[Records from a dataset]
--- START ---
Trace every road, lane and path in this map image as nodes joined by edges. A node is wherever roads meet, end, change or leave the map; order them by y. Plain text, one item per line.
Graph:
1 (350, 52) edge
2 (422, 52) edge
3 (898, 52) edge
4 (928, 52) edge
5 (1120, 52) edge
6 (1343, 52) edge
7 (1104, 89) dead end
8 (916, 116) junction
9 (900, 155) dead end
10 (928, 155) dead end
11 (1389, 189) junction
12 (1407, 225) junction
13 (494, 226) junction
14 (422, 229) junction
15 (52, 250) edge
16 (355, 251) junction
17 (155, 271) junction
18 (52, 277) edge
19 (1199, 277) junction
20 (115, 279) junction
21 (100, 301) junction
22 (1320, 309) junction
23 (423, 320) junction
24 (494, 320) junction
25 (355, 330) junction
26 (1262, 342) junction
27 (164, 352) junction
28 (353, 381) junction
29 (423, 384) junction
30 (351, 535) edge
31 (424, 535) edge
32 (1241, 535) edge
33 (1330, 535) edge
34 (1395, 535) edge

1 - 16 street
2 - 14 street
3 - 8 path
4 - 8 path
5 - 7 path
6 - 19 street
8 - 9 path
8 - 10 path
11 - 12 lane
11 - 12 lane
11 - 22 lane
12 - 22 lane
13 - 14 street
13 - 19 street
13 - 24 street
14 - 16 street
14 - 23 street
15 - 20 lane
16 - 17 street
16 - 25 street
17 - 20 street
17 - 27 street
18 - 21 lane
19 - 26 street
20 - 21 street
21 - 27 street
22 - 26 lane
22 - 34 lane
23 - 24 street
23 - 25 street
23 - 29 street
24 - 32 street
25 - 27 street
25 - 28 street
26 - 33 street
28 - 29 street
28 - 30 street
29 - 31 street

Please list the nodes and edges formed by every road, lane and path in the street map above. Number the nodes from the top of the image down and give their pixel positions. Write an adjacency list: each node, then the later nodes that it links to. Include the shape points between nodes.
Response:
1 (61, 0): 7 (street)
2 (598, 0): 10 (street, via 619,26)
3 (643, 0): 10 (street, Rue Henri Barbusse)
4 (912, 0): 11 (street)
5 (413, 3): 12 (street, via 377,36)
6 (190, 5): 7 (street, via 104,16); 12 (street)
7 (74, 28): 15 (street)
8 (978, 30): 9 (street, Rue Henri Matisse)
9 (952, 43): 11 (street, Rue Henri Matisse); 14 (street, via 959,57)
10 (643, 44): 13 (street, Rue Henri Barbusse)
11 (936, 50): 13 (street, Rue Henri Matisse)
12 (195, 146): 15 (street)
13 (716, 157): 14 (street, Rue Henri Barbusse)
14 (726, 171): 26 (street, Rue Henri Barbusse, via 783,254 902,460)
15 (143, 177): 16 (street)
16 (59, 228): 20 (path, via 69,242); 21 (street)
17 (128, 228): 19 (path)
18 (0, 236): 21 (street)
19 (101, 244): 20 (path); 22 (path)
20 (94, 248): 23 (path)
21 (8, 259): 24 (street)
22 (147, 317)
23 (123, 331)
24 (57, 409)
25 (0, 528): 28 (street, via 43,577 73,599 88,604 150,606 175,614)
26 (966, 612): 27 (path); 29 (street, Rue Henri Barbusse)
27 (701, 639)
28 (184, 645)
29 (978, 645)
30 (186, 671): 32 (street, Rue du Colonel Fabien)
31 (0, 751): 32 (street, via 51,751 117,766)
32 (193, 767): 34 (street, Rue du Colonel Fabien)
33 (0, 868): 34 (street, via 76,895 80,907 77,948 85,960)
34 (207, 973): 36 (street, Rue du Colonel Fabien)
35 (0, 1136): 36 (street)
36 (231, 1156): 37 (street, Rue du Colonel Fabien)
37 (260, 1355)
--- END ---
What is required: Repeat each entry exactly.

Exercise solution:
Trace every road, lane and path in this map image as nodes joined by edges. A node is wherever roads meet, end, change or leave the map; order them by y. Plain text, one item per line.
Graph:
1 (350, 52) edge
2 (422, 52) edge
3 (898, 52) edge
4 (928, 52) edge
5 (1120, 52) edge
6 (1343, 52) edge
7 (1104, 89) dead end
8 (916, 116) junction
9 (900, 155) dead end
10 (928, 155) dead end
11 (1389, 189) junction
12 (1407, 225) junction
13 (494, 226) junction
14 (422, 229) junction
15 (52, 250) edge
16 (355, 251) junction
17 (155, 271) junction
18 (52, 277) edge
19 (1199, 277) junction
20 (115, 279) junction
21 (100, 301) junction
22 (1320, 309) junction
23 (423, 320) junction
24 (494, 320) junction
25 (355, 330) junction
26 (1262, 342) junction
27 (164, 352) junction
28 (353, 381) junction
29 (423, 384) junction
30 (351, 535) edge
31 (424, 535) edge
32 (1241, 535) edge
33 (1330, 535) edge
34 (1395, 535) edge

1 - 16 street
2 - 14 street
3 - 8 path
4 - 8 path
5 - 7 path
6 - 19 street
8 - 9 path
8 - 10 path
11 - 12 lane
11 - 12 lane
11 - 22 lane
12 - 22 lane
13 - 14 street
13 - 19 street
13 - 24 street
14 - 16 street
14 - 23 street
15 - 20 lane
16 - 17 street
16 - 25 street
17 - 20 street
17 - 27 street
18 - 21 lane
19 - 26 street
20 - 21 street
21 - 27 street
22 - 26 lane
22 - 34 lane
23 - 24 street
23 - 25 street
23 - 29 street
24 - 32 street
25 - 27 street
25 - 28 street
26 - 33 street
28 - 29 street
28 - 30 street
29 - 31 street

Please list the nodes and edges formed by every road, lane and path in the street map above. Number the nodes from the top of the image down and give their pixel positions. Write an adjacency list: each node, then the later nodes that it links to. Include the shape points between nodes.
Response:
1 (61, 0): 7 (street)
2 (598, 0): 10 (street, via 619,26)
3 (643, 0): 10 (street, Rue Henri Barbusse)
4 (912, 0): 11 (street)
5 (413, 3): 12 (street, via 377,36)
6 (190, 5): 7 (street, via 104,16); 12 (street)
7 (74, 28): 15 (street)
8 (978, 30): 9 (street, Rue Henri Matisse)
9 (952, 43): 11 (street, Rue Henri Matisse); 14 (street, via 959,57)
10 (643, 44): 13 (street, Rue Henri Barbusse)
11 (936, 50): 13 (street, Rue Henri Matisse)
12 (195, 146): 15 (street)
13 (716, 157): 14 (street, Rue Henri Barbusse)
14 (726, 171): 26 (street, Rue Henri Barbusse, via 783,254 902,460)
15 (143, 177): 16 (street)
16 (59, 228): 20 (path, via 69,242); 21 (street)
17 (128, 228): 19 (path)
18 (0, 236): 21 (street)
19 (101, 244): 20 (path); 22 (path)
20 (94, 248): 23 (path)
21 (8, 259): 24 (street)
22 (147, 317)
23 (123, 331)
24 (57, 409)
25 (0, 528): 28 (street, via 43,577 73,599 88,604 150,606 175,614)
26 (966, 612): 27 (path); 29 (street, Rue Henri Barbusse)
27 (701, 639)
28 (184, 645)
29 (978, 645)
30 (186, 671): 32 (street, Rue du Colonel Fabien)
31 (0, 751): 32 (street, via 51,751 117,766)
32 (193, 767): 34 (street, Rue du Colonel Fabien)
33 (0, 868): 34 (street, via 76,895 80,907 77,948 85,960)
34 (207, 973): 36 (street, Rue du Colonel Fabien)
35 (0, 1136): 36 (street)
36 (231, 1156): 37 (street, Rue du Colonel Fabien)
37 (260, 1355)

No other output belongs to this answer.